Didampingi Bupati Barru, Wapres JK Resmikan Rusunawa Ponpes DDI Mangkoso

Barru, PANRITA.News – Bupati Barru, Suardi Saleh mendampingi Wakil Presiden RI Jusuf Kalla (JK) dan Gubernur Sulsel, Nurdin Abdullah (NA) hadiri penutupan Milad Ke-80 DDI Mangkoso.

Kegiatan itu dirangkaikan dengan peresmian Rumah Susun Pondok Pesantren Darul Dakwah Wal Irsyad (DDI) Mangkoso, di Kelurahan Mangkoso, Kecamatan Soppeng Riaja, Minggu (20/1/2019).

Dibangun berlantai tiga, di bagian lantai tiga juga disiapkan area untuk menjemur, dengan jumlah ruangan tipe barak sebanyak 12 unit ruangan barak. Dilengkapi dengan meja belajar, setiap barak mampu menampung sekira 216 santri.

Waktu pelaksanaan pengerjaan selama sembilan bulan dari 15 Maret-15 Desember 2018 dengan anggaran APBN Tahun 2018 Rp6.959.543.000,.

JK yang datang bersama NA dan juga Bupati Barru Suardi Saleh disambut hangat ribuan santri mulai dari pintu masuk, kawasan kompleks pondok pesantren di Kampus 3 pesantren yang terletak diperbukitan ini.

“Di Indonesia berbagai organisasi keagamaan berkembang dengan baik, sesuai wilayah dan daerah, baik nasional atau bersifat kewilayahan,” kata Jusuf Kalla.

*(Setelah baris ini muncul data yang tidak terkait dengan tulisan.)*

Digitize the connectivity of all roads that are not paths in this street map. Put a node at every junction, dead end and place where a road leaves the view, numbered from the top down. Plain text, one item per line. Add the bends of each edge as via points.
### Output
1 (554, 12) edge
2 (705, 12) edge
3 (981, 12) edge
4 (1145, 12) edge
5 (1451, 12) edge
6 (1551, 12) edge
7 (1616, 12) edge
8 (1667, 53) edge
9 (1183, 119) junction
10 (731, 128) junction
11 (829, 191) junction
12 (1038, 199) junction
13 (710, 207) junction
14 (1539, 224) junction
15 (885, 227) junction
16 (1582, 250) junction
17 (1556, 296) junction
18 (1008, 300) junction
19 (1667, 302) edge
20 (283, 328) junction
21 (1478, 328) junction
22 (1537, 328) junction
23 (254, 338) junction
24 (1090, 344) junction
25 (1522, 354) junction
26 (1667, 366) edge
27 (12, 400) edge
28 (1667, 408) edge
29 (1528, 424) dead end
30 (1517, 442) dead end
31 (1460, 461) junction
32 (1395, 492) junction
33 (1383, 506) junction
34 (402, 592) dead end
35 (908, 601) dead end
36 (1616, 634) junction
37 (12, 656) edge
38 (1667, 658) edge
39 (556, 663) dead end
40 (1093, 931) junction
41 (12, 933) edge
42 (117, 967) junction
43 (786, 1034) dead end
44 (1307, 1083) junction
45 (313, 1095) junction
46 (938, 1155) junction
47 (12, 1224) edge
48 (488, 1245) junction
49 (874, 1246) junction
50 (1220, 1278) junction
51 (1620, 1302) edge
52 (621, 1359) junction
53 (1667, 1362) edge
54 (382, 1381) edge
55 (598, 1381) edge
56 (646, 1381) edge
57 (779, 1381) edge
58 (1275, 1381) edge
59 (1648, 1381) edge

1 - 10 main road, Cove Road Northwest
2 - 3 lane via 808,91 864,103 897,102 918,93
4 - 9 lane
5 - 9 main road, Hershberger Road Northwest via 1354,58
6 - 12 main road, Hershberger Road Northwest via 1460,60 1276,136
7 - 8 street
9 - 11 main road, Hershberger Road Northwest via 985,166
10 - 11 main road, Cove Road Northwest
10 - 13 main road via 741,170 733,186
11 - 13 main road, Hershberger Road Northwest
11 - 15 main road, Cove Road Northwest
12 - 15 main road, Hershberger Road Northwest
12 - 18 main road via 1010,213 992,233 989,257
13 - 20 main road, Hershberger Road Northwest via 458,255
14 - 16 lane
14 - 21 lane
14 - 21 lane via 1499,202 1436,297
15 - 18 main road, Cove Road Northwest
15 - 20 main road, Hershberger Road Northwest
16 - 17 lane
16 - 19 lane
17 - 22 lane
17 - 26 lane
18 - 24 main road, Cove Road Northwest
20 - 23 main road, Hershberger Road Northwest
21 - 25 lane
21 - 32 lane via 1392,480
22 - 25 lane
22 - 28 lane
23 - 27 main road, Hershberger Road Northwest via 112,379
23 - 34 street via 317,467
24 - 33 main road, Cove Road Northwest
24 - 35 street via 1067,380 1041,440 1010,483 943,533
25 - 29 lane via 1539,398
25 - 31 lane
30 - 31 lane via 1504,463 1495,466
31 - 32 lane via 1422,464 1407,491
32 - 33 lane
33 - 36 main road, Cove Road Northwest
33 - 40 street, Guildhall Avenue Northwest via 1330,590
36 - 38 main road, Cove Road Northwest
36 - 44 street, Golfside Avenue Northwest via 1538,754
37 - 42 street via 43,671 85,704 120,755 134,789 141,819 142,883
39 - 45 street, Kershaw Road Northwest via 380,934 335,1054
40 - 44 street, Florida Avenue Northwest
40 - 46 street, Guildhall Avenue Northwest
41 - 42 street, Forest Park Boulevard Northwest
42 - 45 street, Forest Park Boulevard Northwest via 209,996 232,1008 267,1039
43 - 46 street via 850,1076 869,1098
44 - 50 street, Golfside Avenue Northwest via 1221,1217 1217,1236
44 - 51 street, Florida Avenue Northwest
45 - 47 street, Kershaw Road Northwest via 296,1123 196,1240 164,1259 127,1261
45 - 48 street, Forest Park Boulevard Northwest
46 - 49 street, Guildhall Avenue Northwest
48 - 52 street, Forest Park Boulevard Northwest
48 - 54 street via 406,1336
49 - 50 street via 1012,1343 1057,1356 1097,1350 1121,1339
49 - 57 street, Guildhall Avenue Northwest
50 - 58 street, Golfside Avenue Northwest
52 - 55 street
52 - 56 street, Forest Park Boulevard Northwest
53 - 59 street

Organisasi ini membentuk watak dan kemajuan umat, dewasa ini upaya keagamaan semakin berkembang, baik dari pesantren, sekolah Islam atau juga majelis majelis taklim di mana-mana berkembang.

Lanjut JK, kehidupan keagamaan ini berkembang sebaik-baiknya. Dan ini bisa dilihat dari fasilitas keagamaan, sekolah-sekolah yang memiliki tingkat mutu, semakin lama semakin baik.

“Saya juga ingin menyampaikan penghargaan kepada PUPR yang telah membangun rumah susun ini, memang pemerintah selalu membantu upaya sosial masyarakat untuk kemajuannya,” sebutnya.

JK juga menekankan, pondok pesantren seperti DDI Mangkoso, disamping mengajarkan ilmu agama, tentu juga harus memajukan semangat santrinya, baik melalui kemampuan teknis dan keahliannya. Untuk itu dapat mengikuti perkembangan dunia dan bersaing dengan negara lain.

“Dalam memajukan bangsa ini, maka usaha sosial sangat penting sekali, karena tanpa usaha sosial dan usaha ekonomi, maka kehidupan kita tidak berimbang,” ujar JK.

Sementara itu, Nurdin Abdullah mengatakan, pembangunan rumah adalah bentuk sinergi pemerintah dan masyarakat.

“Oleh karena itu perhatian pemerintah dalam pembangunan rusun ini sebagai bentuk sinergi kita semua,” kata Nurdin Abdullah.

NA menyebutkan, di usia ke 80 ini, Pesantren DDI Mangkoso dan para alumni pondok pesantren yang tersebar di Sulsel telah banyak memberikan andil dan pembangunan SDM, khususnya dalam hal pembinaan mental dan spiritual.

“Perlu kami laporkan, bahwa pemerintah Sulsel saat ini telah berupaya maksimal untuk terus memacu pembangunan sumber daya manusia yang seiring dengan pembangunan infrastruktur penunjang,” sebutnya.

Seperti Gerakan 15 Menit Mengaji yang telah menjadi bagian dalam dokumen perencanaan lima tahun Pemerintahan Provinsi Sulsel. Termasuk pengembangan rumah tahfidz, dukungan bantuan stimulan rumah tahfidz, dan sarana ibadah lainnya.

Sedangkan, Pimpinan DDI Mangkoso Prof AGH Faried Wajedy, mengatakan, hari ini adalah hari berbahagia bagi DDI Mangkoso, dengan kehadiran Wapres untuk menutup peringatan Milad ke-80.

“Sekaligus meresmikan rumah susun bantuan Wakil Presiden melalui Kementerian Pekerjaan Umum dan Perumahan Rakyat (PUPR) yang tahun lalu dia janjikan di Maros,” ujarnya.